── Excerpted records ──
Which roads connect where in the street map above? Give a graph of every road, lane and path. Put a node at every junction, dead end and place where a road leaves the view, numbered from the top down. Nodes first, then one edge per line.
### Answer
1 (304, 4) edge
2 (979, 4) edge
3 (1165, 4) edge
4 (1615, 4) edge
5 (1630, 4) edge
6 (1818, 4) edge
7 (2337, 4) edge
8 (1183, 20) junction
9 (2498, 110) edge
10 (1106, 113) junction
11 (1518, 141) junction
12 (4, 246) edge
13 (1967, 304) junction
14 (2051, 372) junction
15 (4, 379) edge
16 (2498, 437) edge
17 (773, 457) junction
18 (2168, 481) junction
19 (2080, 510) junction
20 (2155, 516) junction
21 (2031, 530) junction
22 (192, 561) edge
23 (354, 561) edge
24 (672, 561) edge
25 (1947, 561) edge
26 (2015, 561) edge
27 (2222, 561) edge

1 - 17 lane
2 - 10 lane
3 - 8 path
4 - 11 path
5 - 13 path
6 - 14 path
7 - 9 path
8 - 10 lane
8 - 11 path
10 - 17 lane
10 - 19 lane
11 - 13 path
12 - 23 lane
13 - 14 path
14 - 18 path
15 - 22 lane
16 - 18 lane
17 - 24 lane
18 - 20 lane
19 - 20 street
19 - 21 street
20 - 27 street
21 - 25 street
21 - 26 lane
───
[Task objective]
Set down the data once more, word for word.

[Output for this task]
Which roads connect where in the street map above? Give a graph of every road, lane and path. Put a node at every junction, dead end and place where a road leaves the view, numbered from the top down. Nodes first, then one edge per line.
### Answer
1 (304, 4) edge
2 (979, 4) edge
3 (1165, 4) edge
4 (1615, 4) edge
5 (1630, 4) edge
6 (1818, 4) edge
7 (2337, 4) edge
8 (1183, 20) junction
9 (2498, 110) edge
10 (1106, 113) junction
11 (1518, 141) junction
12 (4, 246) edge
13 (1967, 304) junction
14 (2051, 372) junction
15 (4, 379) edge
16 (2498, 437) edge
17 (773, 457) junction
18 (2168, 481) junction
19 (2080, 510) junction
20 (2155, 516) junction
21 (2031, 530) junction
22 (192, 561) edge
23 (354, 561) edge
24 (672, 561) edge
25 (1947, 561) edge
26 (2015, 561) edge
27 (2222, 561) edge

1 - 17 lane
2 - 10 lane
3 - 8 path
4 - 11 path
5 - 13 path
6 - 14 path
7 - 9 path
8 - 10 lane
8 - 11 path
10 - 17 lane
10 - 19 lane
11 - 13 path
12 - 23 lane
13 - 14 path
14 - 18 path
15 - 22 lane
16 - 18 lane
17 - 24 lane
18 - 20 lane
19 - 20 street
19 - 21 street
20 - 27 street
21 - 25 street
21 - 26 lane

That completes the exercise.